Ladies and gents, I give you my list of goals for 2019:

  1. Go all in with Keto.
    • Keto helps PCOS, which is something I have and is a part of the reason for my infertility. I have had multiple friends who have gotten pregnant after doing Keto. I have nothing to lose but weight.
  2. Take another Central Market class
    • Jack and I have taken a class two out of our three anniversaries, plus we did another one in the middle of the year last year, and we’ve thoroughly enjoyed the experience. And yes, we have gone on to use the recipes we’ve learned later.

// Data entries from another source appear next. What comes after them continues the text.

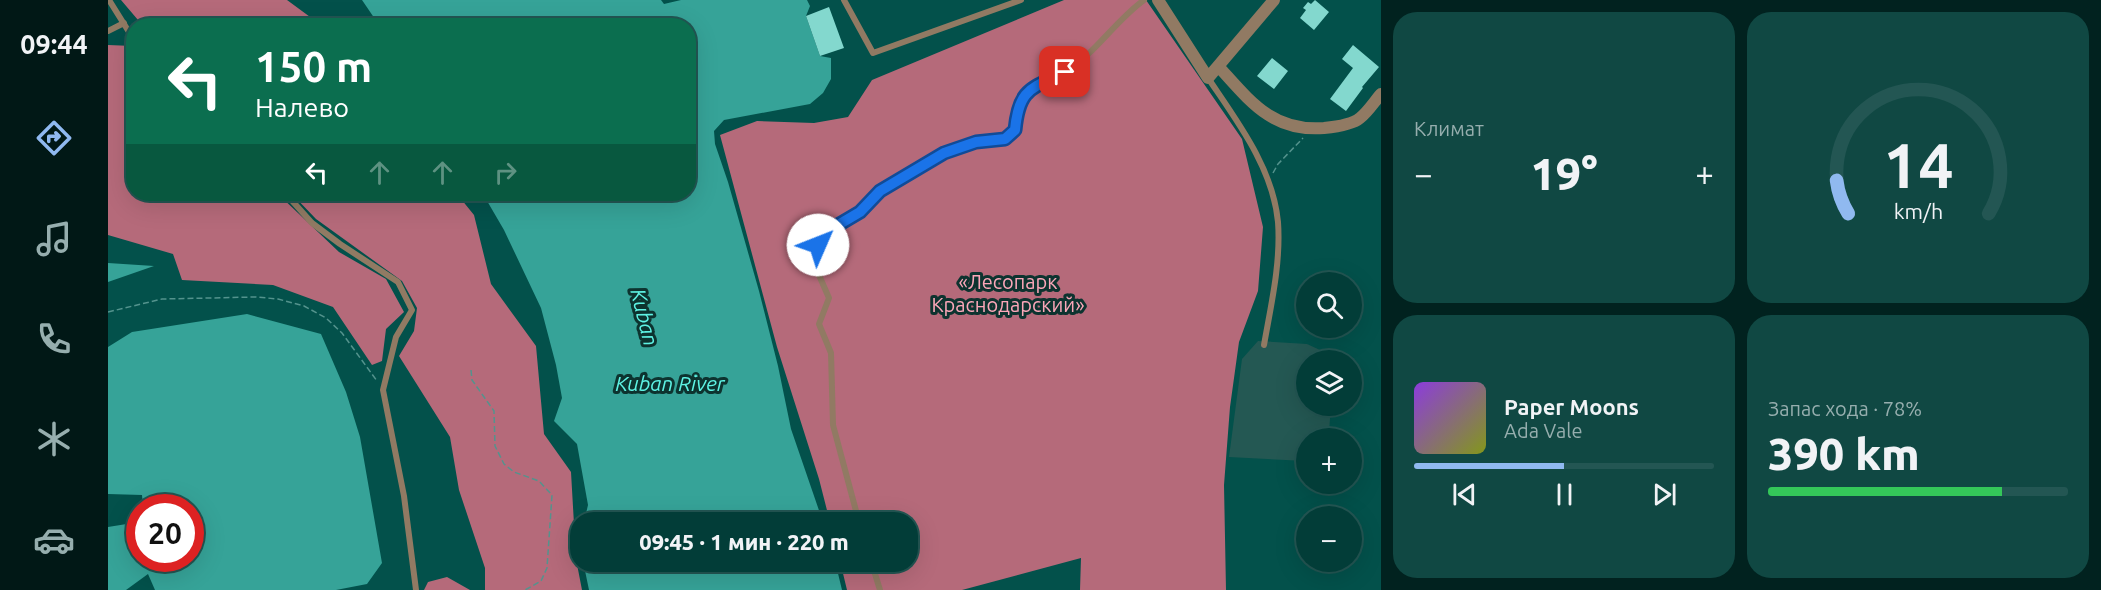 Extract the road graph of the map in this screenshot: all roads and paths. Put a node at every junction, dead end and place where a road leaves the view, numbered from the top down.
1 (109, 0) edge
2 (844, 0) edge
3 (1021, 0) edge
4 (1144, 0) edge
5 (1158, 0) edge
6 (1274, 0) edge
7 (124, 23) junction
8 (126, 26) edge
9 (108, 30) edge
10 (1218, 66) junction
11 (1208, 78) junction
12 (1381, 94) edge
13 (1310, 129) junction
14 (1269, 182) junction
15 (292, 201) edge
16 (108, 312) edge
17 (1264, 345) dead end
18 (471, 370) dead end
19 (383, 390) junction
20 (856, 512) edge
21 (874, 572) edge
22 (416, 590) edge
23 (525, 590) edge
24 (880, 590) edge

1 - 7 lane
2 - 3 lane
4 - 20 lane
5 - 11 street
6 - 10 street
7 - 8 lane
7 - 9 lane
10 - 11 street
10 - 13 street
11 - 14 lane
12 - 13 street
13 - 14 path
14 - 17 lane
15 - 19 lane
16 - 19 path
18 - 23 path
19 - 22 lane
21 - 24 lane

    • I would welcome another class with Jack, of course, but I also would love to do one with friends.
  3. Travel
    • Traveling is in my blood. “I feel it in my fingers, I feel it in my toes.” To not travel would be, in my opinion, to not live my best, fullest life. We don’t have to travel around the world or spend thousands of dollars we don’t currently have to have a meaningful vacation. We just need to go somewhere, whether we visit NYC again, or drive a couple hours south to the coast, or head into the Hill Country. I just want to go somewhere. I’d also love to do a trip with my girlfriends and one with my mom.

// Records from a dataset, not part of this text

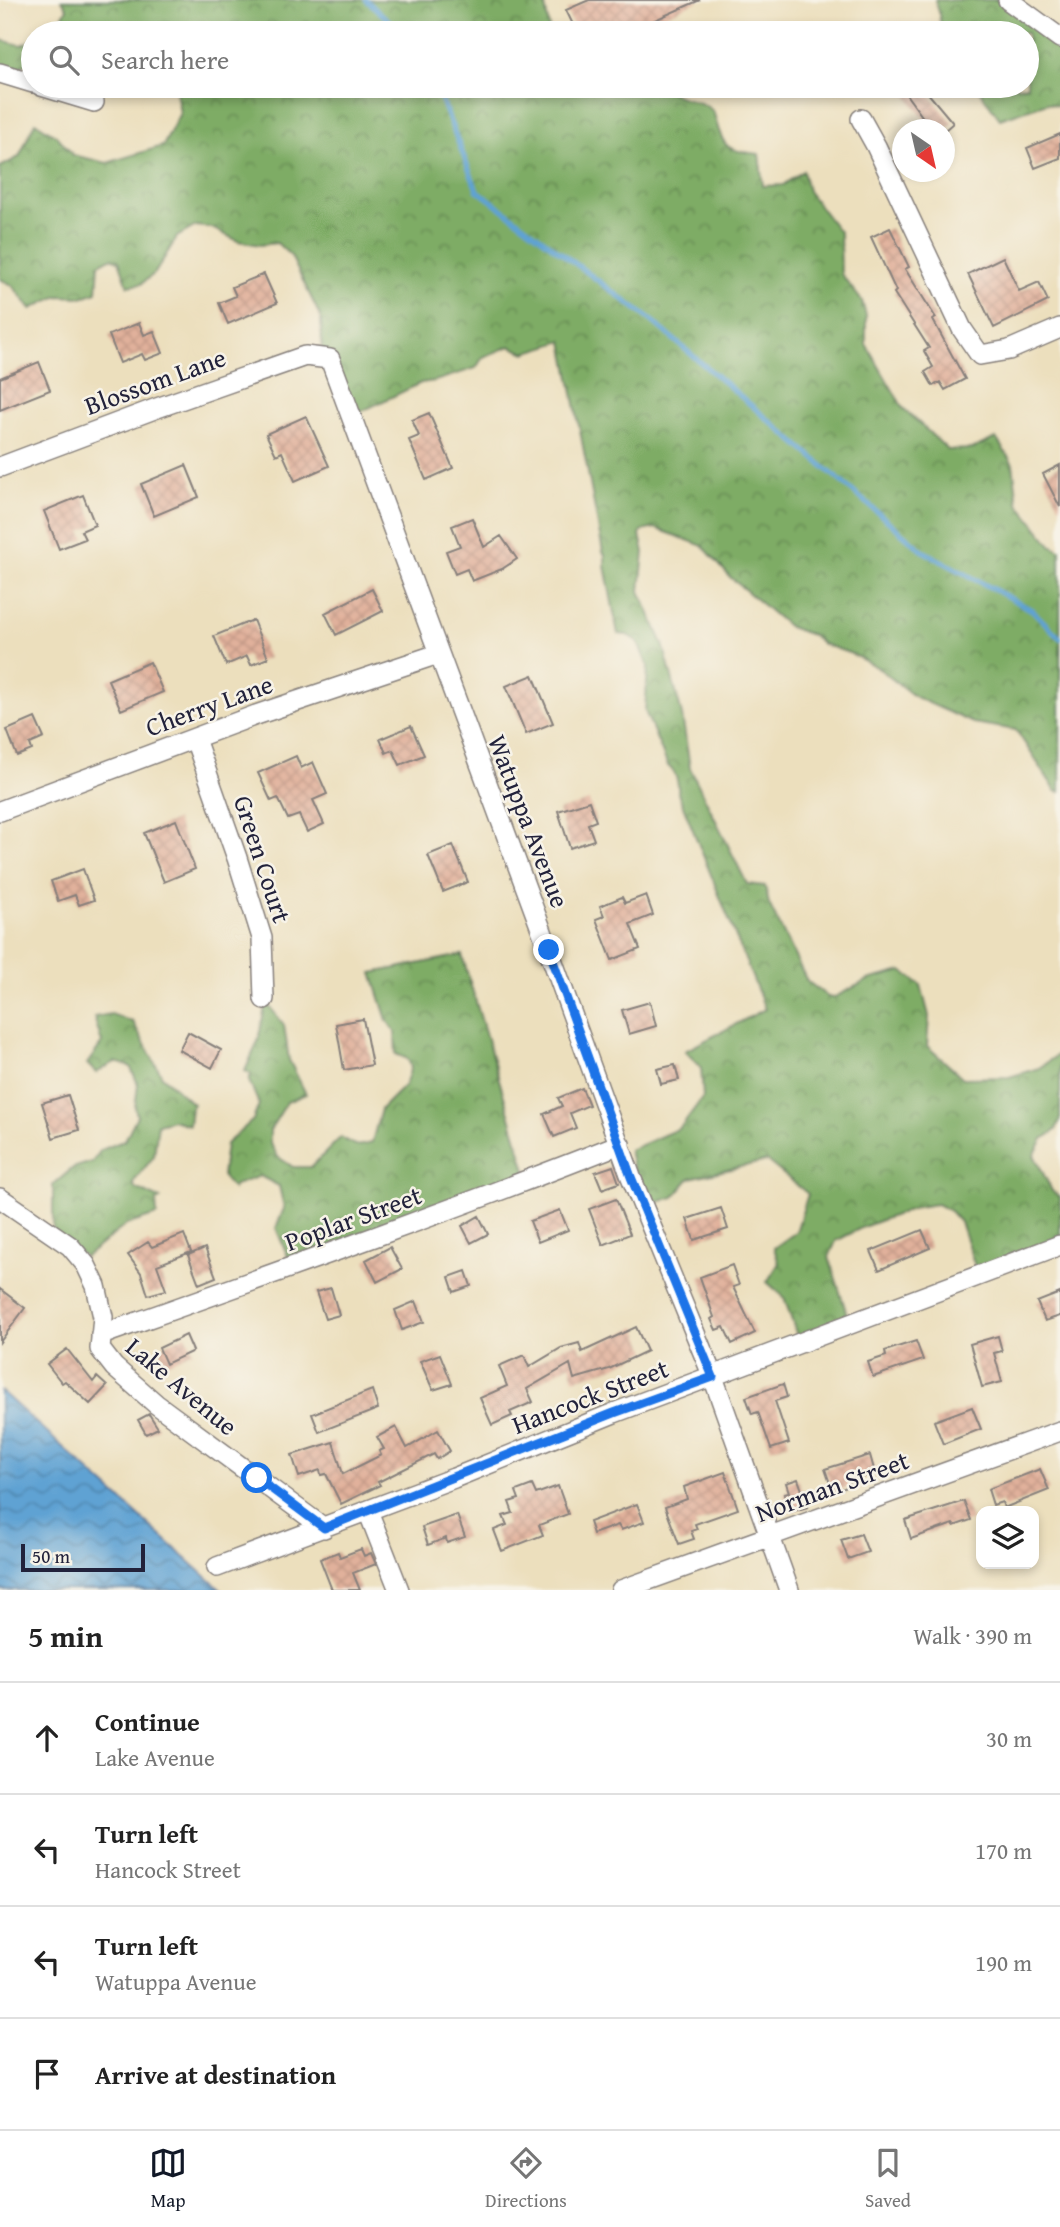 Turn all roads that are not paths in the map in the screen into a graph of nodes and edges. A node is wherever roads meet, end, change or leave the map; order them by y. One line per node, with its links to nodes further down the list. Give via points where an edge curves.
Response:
1 (1008, 0): 2 (street)
2 (1037, 21)
3 (1039, 23): 4 (street)
4 (1060, 38)
5 (0, 73): 6 (street)
6 (21, 79)
7 (81, 98): 8 (street)
8 (94, 102)
9 (861, 120): 10 (street, via 962,329 979,355 1009,350)
10 (1060, 328)
11 (330, 359): 12 (street, Blossom Lane, via 305,356); 13 (street, Watuppa Avenue)
12 (0, 467)
13 (438, 654): 14 (street, Cherry Lane); 17 (street, Watuppa Avenue)
14 (195, 739): 15 (street, Cherry Lane); 16 (street, Green Court, via 262,937)
15 (0, 811)
16 (264, 999)
17 (620, 1144): 20 (street, Poplar Street, via 354,1246); 21 (street, Watuppa Avenue)
18 (0, 1198): 20 (street, Lake Avenue, via 80,1256 100,1302)
19 (1060, 1245): 21 (street, Hancock Street)
20 (102, 1335): 24 (street, Lake Avenue, via 102,1352 128,1381)
21 (713, 1377): 23 (street, Hancock Street); 25 (street, Watuppa Avenue)
22 (1060, 1432): 25 (street, Norman Street)
23 (368, 1510): 24 (street, Hancock Street); 27 (street)
24 (324, 1528): 26 (street, Hancock Street)
25 (770, 1536): 28 (street, Norman Street); 29 (street, Watuppa Avenue)
26 (217, 1567)
27 (399, 1590)
28 (621, 1590)
29 (789, 1590)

  4. Go to church regularly.
    • Last year, we joined University United Methodist and, soon after, the choir. We enjoyed it immensely, but then we had a miscarriage and then I stage managed a show, and suddenly we were not regularly going to either. We need to get back on track.
  5. Read 6 books.
    • That’s 1 book every 2 months. I think this should be doable. Especially when my job involves planning author events. It should be a no-brainer. And my current list of books to read is quite extensive.
  6. Go on more double dates!
    • Some of our favorite dates have been with friends, so why not do more of this? And not just with the same couples, even though we love them. It’s just great to do and see new things and people.
  7. 1 date a month with the husband. Duh.
  8. Walk more in prep for runDisney Wine & Dine 2020
    • In 2020, I’ll be 40. O.O As such, my goal is to join my friends in participating in runDisney’s Wine & Dine race. This includes a 5k, 10k, and half marathon over the course of a few days. It seems like a lot, and right now I’m not sure it’s something I can accomplish, but I plan to train to get there. And if I am not able to successfully do it, well, at least I tried and trained and did something to make myself healthier. Can’t go wrong with that.
  9. Have more girls nights out.
    • Date nights are fun, but I need my girls. Nuff said.
  10. Learn how to use my Cricut.
    • Husband bought me a Cricut for my birthday…last May. And I have yet to learn how to use it. He’s probably convinced it was a waste of his money and that it’ll just sit there, collecting dust (he’s never said that). I know there’s a lot I could do with it – even making things I could sell on Etsy. Several of the things I got for family gifts this year came from Etsy, and I’m about 99.9% sure they were done with a Cricut or similar device. WHY PAY SOMEONE TO DO WHAT I KNOW I CAN DO!?

Alright – that’s it. Ten things to help keep my year busy, exciting, and engaging in many ways. Nothing too hard or stressful. No actual resolutions. Just goals of how to live my best, healthiest life, and to work my way to making other dreams become realities.

Got ideas for how I can make some of these things happen? Book suggestions? Ideas for date nights or girls nights? I’m all ears, and I welcome your thoughts.